I am not quite going to answer your question exactly, but instead the more general question of how, in R, I would test the hypothesis of a difference in slopes across two groups with suspected unequal variance in the response variable.
Overview
There are several options, two of which I'll go into. All of the good options involve combining the two datasets into a single modelling strategy, and confronting a "full" model which includes an interaction effect of gender and the slopes with a "no interaction" model which has an additive gender effect, but the same slopes of the other variables.
If we were prepared to assume the variance were the same in the two gender groups, we just use ordinary least squares to fit our two models to the combined data and use a classical F test:
Data <- data.frame(
gender = sample (c("men", "women"), 2000, replace = TRUE),
var1 = sample (c("value1", "value2"), 2000, replace = TRUE),
var2 = sample (c("valueA", "valueB"), 2000, replace = TRUE),
var3 = sample (c("valueY", "valueZ"), 2000, replace = TRUE),
y = sample(0:10, 2000, replace = TRUE)
)
lm_full <- lm(y ~ (var1 + var2 + var3) * gender, data = Data)
lm_nointeraction <- lm(y ~ var1 + var2 + var3 + gender, data = Data)
# If the variance were equal we could just do an F-test:
anova(lm_full, lm_nointeraction)
However, this assumption is not acceptable, so we need an alternative. I think this discussion on Cross-Validated is useful.
Option 1 - weighted least squares
I'm not sure if this is the same as a Welch's t-test; I suspect it is a higher level generalization of it. This is quite a simple parametric approach to the problem. Basically, we just model the variance of the response at the same time as its mean. Then in the fitting process (which becomes iterative) we give less weight to the points that are expected to have higher variance ie more randomness. The gls
function - generalized least squares - in nlme
package does this for us.
# Option 1 - modelling variance, and making weights inversely proportional to it
library(nlme)
gls_full <- gls(y ~ (var1 + var2 + var3) * gender, data = Data, weights = varPower())
gls_nointeraction <- gls(y ~ var1 + var2 + var3 + gender, data = Data, weights = varPower())
# test the two models against eachother (preferred):
AIC(gls_full, gls_nointeraction) # lower value wins
# or test individual interactions:
summary(gls_full)$tTable
Option 2 - robust regression, comparison via bootstrap
A second option is to use M-estimation, which is designed to be robust to unequal variances in groups within the data. Good practice with robust regression comparing two models is to pick some kind of validation statistic and use the bootstrap to see which of the models on average does better on that statistic.
This is a little more complicated, but here is a worked example with your simulated data:
# Option 2 - use robust regression and the bootstrap
library(MASS)
library(boot)
rlm_full <- rlm(y ~ (var1 + var2 + var3) * gender, data = Data)

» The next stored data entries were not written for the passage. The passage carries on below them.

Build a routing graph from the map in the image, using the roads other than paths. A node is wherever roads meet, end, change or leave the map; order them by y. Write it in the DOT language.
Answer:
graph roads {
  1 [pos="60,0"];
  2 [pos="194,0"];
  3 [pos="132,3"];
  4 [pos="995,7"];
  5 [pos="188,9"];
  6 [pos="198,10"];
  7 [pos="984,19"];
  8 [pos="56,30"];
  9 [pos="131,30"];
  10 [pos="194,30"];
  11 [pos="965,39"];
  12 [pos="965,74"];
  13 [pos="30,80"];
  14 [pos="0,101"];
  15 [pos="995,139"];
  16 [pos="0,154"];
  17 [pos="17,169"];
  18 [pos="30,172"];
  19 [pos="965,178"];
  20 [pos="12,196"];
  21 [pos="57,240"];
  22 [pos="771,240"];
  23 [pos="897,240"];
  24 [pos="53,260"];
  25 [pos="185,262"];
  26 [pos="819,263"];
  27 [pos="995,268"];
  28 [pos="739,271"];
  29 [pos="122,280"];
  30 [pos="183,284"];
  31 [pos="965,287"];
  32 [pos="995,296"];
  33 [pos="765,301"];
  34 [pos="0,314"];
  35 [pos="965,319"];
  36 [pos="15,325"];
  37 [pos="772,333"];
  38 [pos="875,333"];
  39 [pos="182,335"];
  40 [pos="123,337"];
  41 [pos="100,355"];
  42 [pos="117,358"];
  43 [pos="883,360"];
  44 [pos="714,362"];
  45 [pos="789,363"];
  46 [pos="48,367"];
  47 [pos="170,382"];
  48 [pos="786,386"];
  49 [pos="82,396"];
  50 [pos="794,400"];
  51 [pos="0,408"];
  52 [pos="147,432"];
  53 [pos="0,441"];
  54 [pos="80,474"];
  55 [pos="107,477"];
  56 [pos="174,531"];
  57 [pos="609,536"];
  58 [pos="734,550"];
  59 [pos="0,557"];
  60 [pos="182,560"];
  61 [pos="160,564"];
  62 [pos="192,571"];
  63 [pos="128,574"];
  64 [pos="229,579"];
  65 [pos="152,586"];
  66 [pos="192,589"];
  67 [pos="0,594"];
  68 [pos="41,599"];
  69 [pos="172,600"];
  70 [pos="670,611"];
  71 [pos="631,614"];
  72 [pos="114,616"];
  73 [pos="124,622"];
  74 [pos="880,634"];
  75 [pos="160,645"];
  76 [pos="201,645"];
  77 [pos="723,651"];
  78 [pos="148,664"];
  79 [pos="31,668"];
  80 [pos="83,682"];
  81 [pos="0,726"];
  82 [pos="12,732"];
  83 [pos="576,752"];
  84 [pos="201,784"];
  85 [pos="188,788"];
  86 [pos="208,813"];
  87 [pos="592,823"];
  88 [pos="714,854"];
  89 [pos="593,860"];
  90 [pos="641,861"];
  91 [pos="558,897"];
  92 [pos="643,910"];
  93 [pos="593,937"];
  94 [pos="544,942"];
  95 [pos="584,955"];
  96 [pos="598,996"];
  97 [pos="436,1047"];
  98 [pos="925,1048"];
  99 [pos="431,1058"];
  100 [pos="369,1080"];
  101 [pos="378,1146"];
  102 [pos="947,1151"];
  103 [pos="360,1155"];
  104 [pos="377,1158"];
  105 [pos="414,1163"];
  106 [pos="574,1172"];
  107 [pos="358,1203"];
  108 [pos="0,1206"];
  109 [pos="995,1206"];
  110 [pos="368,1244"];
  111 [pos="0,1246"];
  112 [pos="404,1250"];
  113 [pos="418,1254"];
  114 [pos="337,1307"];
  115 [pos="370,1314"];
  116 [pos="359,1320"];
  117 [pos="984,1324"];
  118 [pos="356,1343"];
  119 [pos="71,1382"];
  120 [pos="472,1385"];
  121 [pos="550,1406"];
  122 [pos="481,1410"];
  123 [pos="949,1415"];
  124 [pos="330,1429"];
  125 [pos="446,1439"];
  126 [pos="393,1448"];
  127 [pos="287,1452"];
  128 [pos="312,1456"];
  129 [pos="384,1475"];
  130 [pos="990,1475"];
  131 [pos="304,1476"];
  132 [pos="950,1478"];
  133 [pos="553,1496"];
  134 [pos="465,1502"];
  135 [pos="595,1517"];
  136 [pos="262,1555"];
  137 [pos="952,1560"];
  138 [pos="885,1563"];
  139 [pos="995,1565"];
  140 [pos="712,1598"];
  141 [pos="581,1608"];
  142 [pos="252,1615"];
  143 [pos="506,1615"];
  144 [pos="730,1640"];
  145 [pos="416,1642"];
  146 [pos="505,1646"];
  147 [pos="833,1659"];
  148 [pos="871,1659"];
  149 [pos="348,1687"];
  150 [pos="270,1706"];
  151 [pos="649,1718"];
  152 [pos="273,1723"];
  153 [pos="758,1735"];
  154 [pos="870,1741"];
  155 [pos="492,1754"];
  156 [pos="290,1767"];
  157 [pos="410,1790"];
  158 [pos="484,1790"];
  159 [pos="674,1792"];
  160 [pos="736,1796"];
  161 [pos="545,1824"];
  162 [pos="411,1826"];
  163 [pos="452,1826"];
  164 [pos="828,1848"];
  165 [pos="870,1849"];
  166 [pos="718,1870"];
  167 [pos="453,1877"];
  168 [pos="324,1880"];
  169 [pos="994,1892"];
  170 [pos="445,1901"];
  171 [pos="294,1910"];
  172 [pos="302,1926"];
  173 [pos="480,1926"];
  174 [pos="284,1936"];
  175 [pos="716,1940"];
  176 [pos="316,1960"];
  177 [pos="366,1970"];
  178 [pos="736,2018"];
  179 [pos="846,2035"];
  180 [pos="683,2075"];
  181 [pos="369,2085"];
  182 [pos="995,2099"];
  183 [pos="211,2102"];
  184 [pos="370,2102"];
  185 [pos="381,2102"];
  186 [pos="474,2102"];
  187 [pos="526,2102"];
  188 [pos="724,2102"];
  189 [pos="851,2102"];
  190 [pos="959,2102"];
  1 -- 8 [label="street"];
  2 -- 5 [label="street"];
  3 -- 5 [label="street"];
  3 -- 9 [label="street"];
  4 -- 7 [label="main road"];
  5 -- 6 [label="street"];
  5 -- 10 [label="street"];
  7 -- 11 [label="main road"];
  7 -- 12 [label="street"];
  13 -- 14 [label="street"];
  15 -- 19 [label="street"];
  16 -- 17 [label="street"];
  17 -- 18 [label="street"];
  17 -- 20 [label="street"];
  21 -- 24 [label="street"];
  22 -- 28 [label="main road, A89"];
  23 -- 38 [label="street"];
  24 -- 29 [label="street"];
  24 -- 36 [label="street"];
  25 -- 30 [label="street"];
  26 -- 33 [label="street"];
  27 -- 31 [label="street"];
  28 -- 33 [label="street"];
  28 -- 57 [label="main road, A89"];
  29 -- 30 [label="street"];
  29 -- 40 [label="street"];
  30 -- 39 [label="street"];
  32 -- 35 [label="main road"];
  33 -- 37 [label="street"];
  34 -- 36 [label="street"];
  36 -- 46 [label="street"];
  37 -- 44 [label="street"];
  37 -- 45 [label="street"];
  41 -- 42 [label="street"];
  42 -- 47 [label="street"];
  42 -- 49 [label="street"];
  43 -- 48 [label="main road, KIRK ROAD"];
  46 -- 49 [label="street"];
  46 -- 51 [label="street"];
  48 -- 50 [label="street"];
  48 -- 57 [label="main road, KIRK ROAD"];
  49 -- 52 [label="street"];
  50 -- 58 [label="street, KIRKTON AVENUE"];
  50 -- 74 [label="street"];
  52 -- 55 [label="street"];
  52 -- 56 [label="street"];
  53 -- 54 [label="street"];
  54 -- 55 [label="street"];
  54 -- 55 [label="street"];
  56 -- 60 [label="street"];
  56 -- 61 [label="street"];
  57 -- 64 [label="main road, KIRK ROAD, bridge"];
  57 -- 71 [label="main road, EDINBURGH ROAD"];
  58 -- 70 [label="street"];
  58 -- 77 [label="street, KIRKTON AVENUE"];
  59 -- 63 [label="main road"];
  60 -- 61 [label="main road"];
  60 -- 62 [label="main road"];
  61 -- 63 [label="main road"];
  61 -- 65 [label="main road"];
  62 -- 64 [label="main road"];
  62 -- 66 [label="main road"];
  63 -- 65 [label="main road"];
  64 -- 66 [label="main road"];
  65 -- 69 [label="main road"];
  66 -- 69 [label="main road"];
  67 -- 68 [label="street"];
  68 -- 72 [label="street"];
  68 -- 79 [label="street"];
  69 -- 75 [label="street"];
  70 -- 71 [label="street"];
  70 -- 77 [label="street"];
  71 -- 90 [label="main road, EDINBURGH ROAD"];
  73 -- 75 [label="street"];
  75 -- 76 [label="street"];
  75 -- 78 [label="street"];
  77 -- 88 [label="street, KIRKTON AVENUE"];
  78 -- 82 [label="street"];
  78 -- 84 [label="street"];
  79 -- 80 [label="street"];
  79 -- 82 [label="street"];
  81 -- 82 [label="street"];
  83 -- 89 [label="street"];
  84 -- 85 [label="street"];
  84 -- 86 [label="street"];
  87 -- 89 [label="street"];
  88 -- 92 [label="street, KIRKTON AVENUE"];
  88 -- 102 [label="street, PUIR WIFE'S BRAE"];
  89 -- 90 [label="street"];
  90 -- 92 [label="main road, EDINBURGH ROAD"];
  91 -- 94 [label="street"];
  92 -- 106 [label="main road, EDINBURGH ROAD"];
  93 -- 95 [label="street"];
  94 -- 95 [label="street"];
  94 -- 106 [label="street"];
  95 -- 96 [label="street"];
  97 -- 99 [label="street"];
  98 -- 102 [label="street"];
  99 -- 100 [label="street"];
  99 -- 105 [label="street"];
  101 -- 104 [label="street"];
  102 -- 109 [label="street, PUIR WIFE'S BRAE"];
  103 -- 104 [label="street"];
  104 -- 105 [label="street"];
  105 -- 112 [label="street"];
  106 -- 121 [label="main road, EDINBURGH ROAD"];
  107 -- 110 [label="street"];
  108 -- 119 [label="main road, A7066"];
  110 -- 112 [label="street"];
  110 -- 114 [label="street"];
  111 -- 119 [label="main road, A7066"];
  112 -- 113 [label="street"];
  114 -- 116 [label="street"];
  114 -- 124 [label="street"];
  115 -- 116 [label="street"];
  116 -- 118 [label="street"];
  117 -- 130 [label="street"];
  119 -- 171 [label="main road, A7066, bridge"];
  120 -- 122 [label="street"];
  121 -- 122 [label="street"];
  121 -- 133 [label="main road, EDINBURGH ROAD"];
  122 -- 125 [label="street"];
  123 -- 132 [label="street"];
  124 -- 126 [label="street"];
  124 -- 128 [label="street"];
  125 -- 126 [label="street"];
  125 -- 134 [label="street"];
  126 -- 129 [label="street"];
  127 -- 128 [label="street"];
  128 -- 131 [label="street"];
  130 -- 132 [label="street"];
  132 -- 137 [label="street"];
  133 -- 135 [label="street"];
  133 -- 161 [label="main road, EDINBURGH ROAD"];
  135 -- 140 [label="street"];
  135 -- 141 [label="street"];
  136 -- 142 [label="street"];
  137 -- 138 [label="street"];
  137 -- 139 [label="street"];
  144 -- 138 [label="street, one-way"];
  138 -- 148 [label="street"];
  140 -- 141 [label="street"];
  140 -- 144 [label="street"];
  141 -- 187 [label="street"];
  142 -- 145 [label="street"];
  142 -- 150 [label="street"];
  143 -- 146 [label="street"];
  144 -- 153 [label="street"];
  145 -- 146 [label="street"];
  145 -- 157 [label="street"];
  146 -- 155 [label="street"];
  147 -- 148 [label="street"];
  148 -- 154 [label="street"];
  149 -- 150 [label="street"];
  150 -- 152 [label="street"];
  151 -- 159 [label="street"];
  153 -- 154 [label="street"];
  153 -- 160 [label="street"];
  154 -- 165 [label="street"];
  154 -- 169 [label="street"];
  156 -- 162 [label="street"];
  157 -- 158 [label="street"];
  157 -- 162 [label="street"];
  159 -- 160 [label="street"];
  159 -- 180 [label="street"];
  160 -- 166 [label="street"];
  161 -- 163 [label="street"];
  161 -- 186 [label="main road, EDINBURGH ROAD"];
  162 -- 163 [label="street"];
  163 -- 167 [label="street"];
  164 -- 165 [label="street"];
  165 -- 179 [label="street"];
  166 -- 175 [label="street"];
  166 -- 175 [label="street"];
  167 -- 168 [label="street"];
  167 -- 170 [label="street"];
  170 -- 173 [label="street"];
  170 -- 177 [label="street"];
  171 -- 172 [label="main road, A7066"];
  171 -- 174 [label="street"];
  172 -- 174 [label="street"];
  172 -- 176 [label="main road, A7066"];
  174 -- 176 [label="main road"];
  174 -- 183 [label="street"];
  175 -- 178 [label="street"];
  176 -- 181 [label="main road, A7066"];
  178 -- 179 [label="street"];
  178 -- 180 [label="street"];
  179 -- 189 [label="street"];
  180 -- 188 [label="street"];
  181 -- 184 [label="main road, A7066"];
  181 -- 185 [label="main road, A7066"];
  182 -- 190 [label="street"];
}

rlm_nointeraction <- rlm(y ~ var1 + var2 + var3 + gender, data = Data)
# Could just test to see which one fits best (lower value wins)
AIC(rlm_full, rlm_nointeraction)
# or - preferred - use the bootstrap to validate each model and pick the best one.

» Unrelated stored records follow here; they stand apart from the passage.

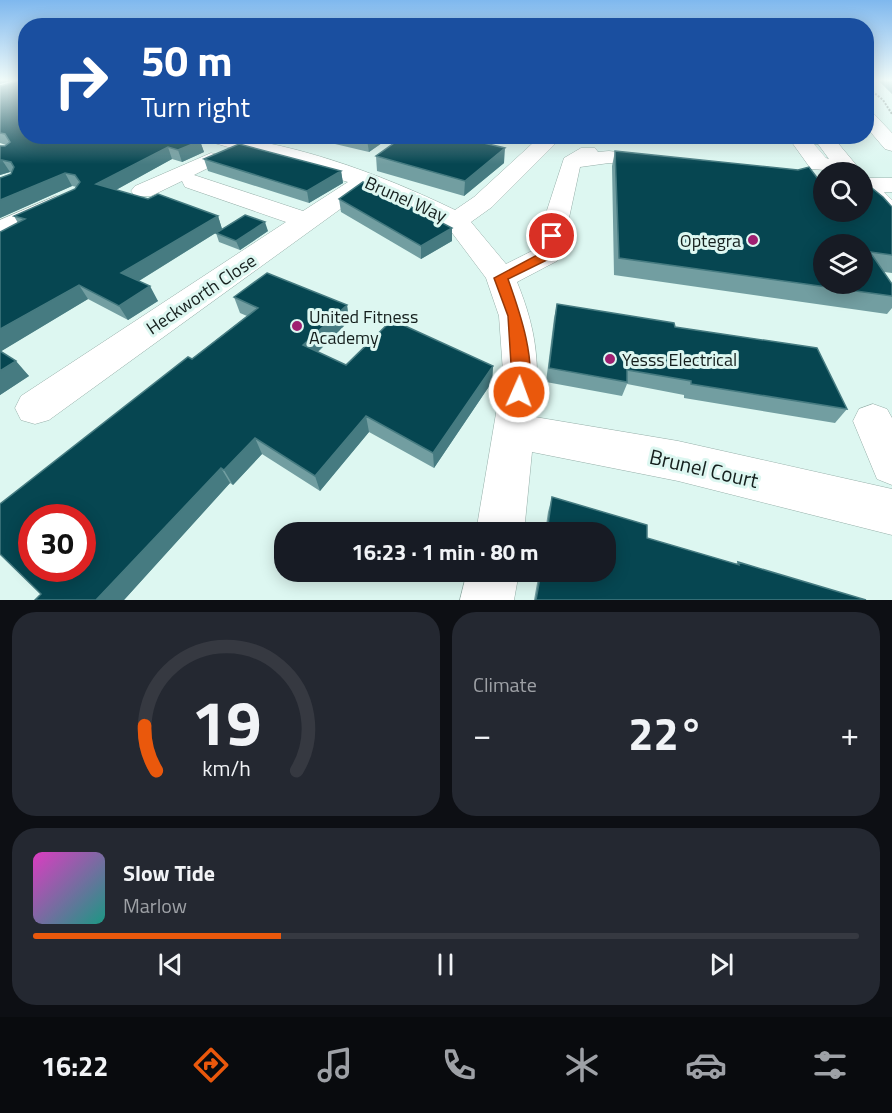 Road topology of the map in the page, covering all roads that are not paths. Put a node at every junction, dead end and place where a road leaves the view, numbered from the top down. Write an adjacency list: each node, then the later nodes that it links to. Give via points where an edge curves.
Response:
1 (874, 115): 2 (street)
2 (892, 115)
3 (874, 123): 8 (street)
4 (239, 144): 7 (street, Brunel Way)
5 (544, 144): 18 (street)
6 (603, 144): 9 (street)
7 (242, 145): 11 (street, Brunel Way); 14 (street)
8 (892, 145)
9 (571, 162): 10 (street, via 609,157); 20 (street, via 546,255)
10 (673, 163)
11 (365, 171): 17 (street, Heckworth Close); 18 (street, Brunel Way)
12 (193, 182): 17 (street)
13 (892, 185): 16 (street, via 864,184)
14 (143, 191)
15 (73, 195): 19 (street)
16 (892, 215)
17 (307, 221): 21 (street, Heckworth Close)
18 (456, 222): 20 (street, Brunel Way)
19 (0, 230)
20 (501, 278): 23 (street, Brunel Way, via 515,316 521,372)
21 (35, 408)
22 (873, 421): 24 (street)
23 (515, 431): 25 (street, Brunel Court, via 678,460); 26 (street, Brunel Way)
24 (892, 465)
25 (892, 512)
26 (501, 522)
27 (491, 582): 28 (street)
28 (487, 600) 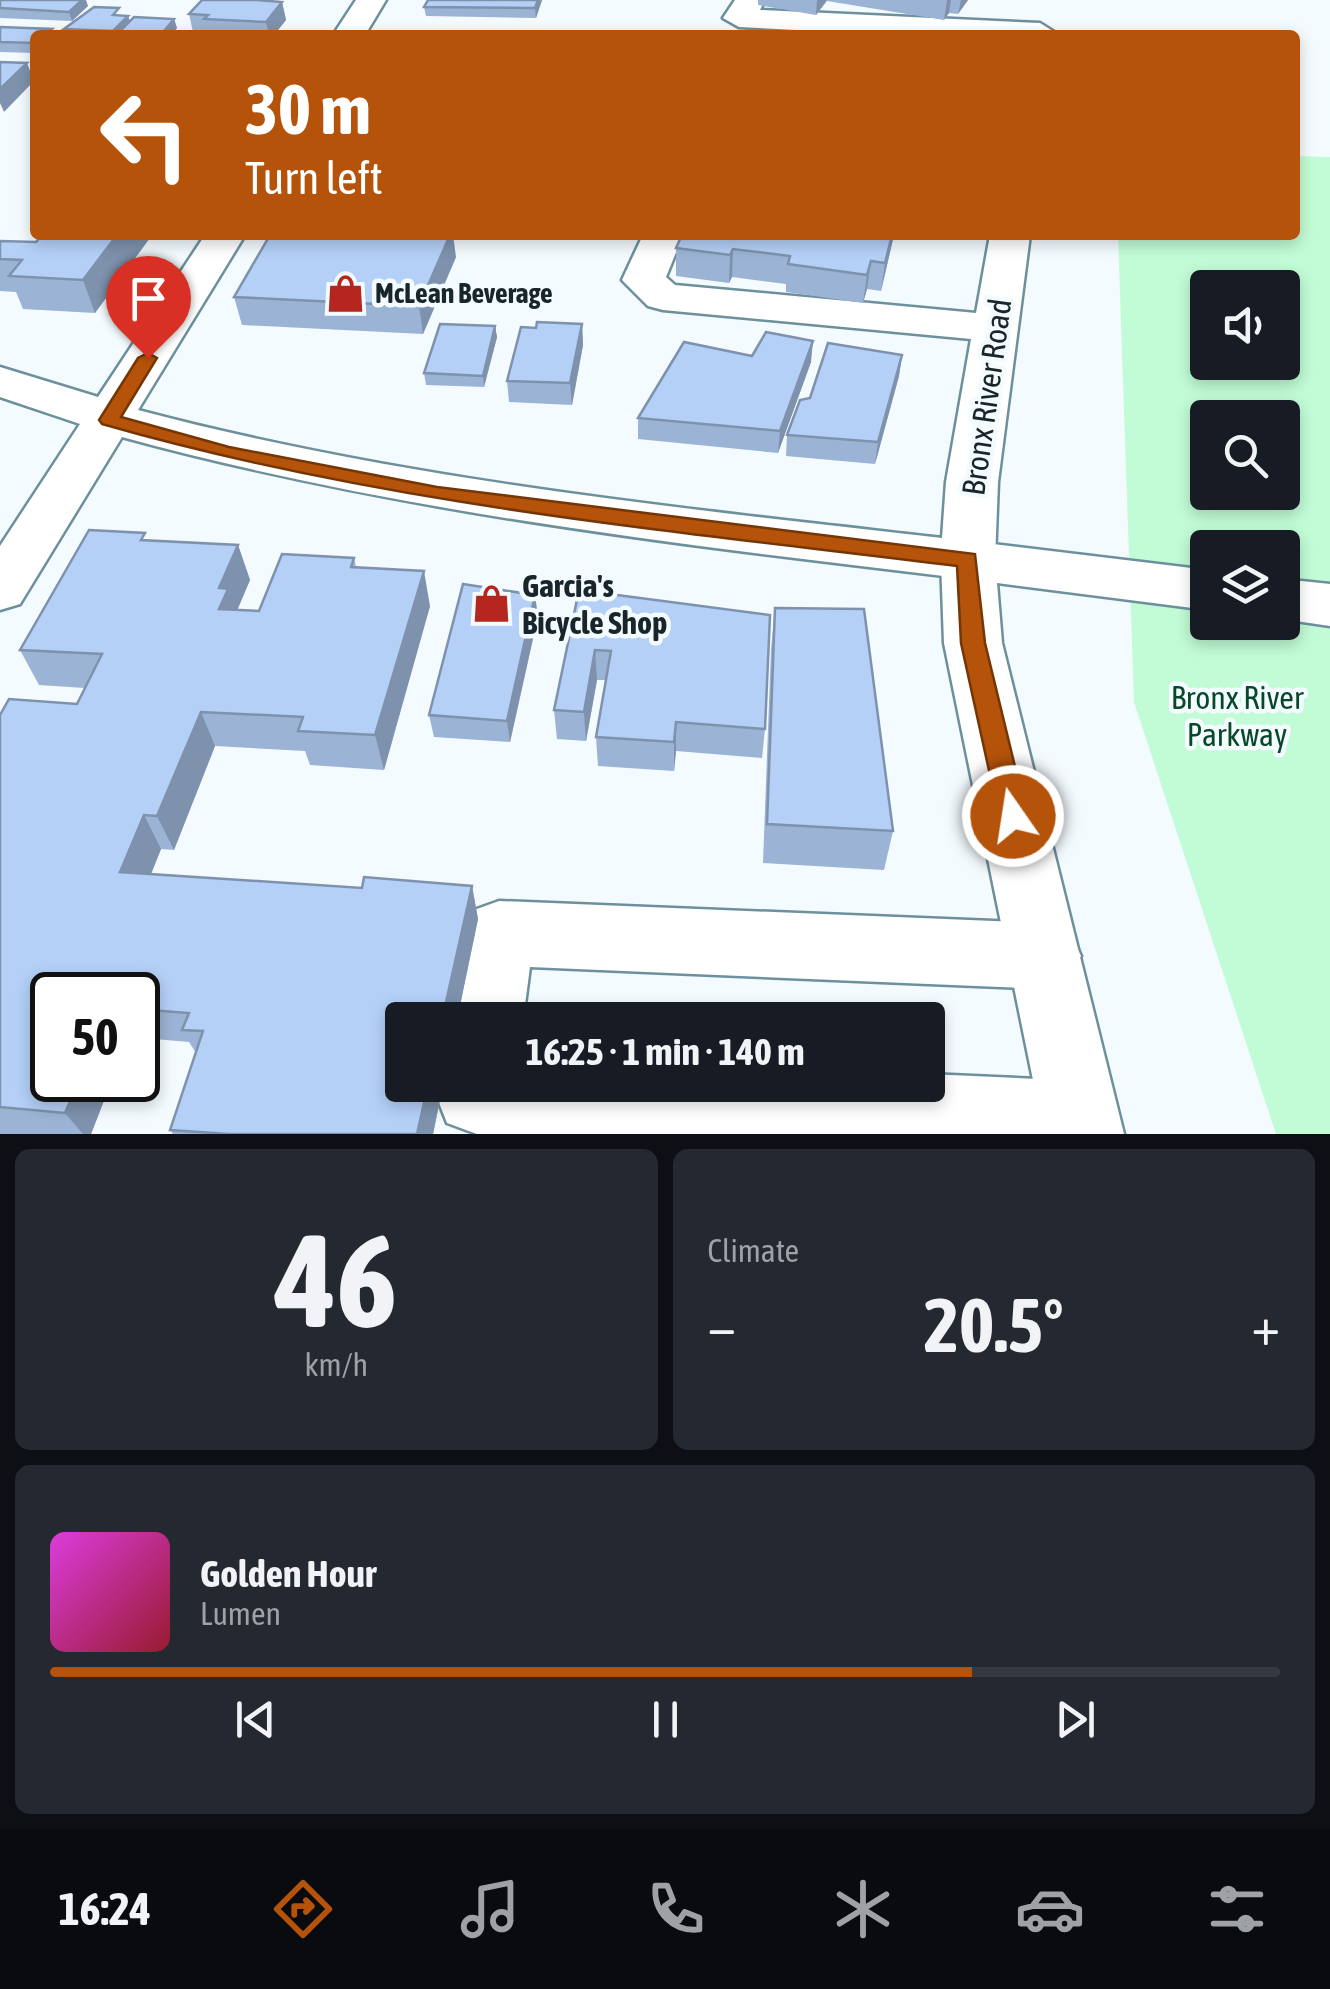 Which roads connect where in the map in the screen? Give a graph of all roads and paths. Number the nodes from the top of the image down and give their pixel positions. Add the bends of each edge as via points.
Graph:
1 (371, 0) edge
2 (750, 0) edge
3 (1046, 0) edge
4 (352, 30) edge
5 (965, 30) edge
6 (1041, 30) edge
7 (222, 240) edge
8 (661, 240) edge
9 (1009, 240) edge
10 (998, 328) junction
11 (7, 388) edge
12 (109, 420) junction
13 (968, 560) junction
14 (1190, 588) edge
15 (0, 590) edge
16 (1045, 956) junction
17 (489, 1002) edge
18 (608, 1102) edge
19 (1083, 1127) edge

1 - 4 street
2 - 5 street via 740,18
3 - 6 street
7 - 12 street
8 - 10 street via 644,280 662,296
9 - 10 street, Bronx River Road
10 - 13 street, Bronx River Road via 972,482
11 - 12 street
12 - 13 street via 228,454 406,490
12 - 15 street
13 - 14 street
13 - 16 street, Bronx River Road via 973,643
16 - 17 street via 499,933
16 - 19 street, Bronx River Road
18 - 19 street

# First we need a function to give us a performance statistic on how good
# a model is at predicting values compared to actuality. Let's use root
# mean squared error:
RMSE <- function(predicted, actual){
sqrt(mean((actual - predicted) ^ 2))
}
# This function takes a dataset full_data, "scrambled" by the resampling vector i.
# It fits the model to the resampled/scrambled version of the data, and uses this
# to predict the values of y in the full original unscrambled dataset. This is
# described as the "simple bootstrap" in Harrell *Regression Modeling Strategies*,
# buiolding on Efron and Tibshirani.
simple_bootstrap <- function(full_data, i){
sampled_data <- full_data[i, ]
rlm_full <- rlm(y ~ (var1 + var2 + var3) * gender, data = sampled_data)
rlm_nointeraction <- rlm(y ~ var1 + var2 + var3 + gender, data = sampled_data)
pred_full <- predict(rlm_full, newdata = full_data)
pred_nointeraction <- predict(rlm_nointeraction, newdata = full_data)
rmse_full <- RMSE(pred_full, full_data$y)
rmse_nointeraction <- RMSE(pred_nointeraction, full_data$y)
return(rmse_full - rmse_nointeraction)
}
rlm_boot <- boot(Data, statistic = simple_bootstrap, R = 500, strata = Data$gender)
# Confidence interval for the improvement from the full model, compared to the one with no interaction:
boot.ci(rlm_boot, type = "perc")
Conclusion
One or either of the above would be suitable. When I suspect variance in the variances, I will generally think a bootstrap is an important aspect of inference. It could be used even if you use nlme::gls
for instance. The bootstrap is more robust and makes redundant many of the older named statistical tests for dealing with specific situations.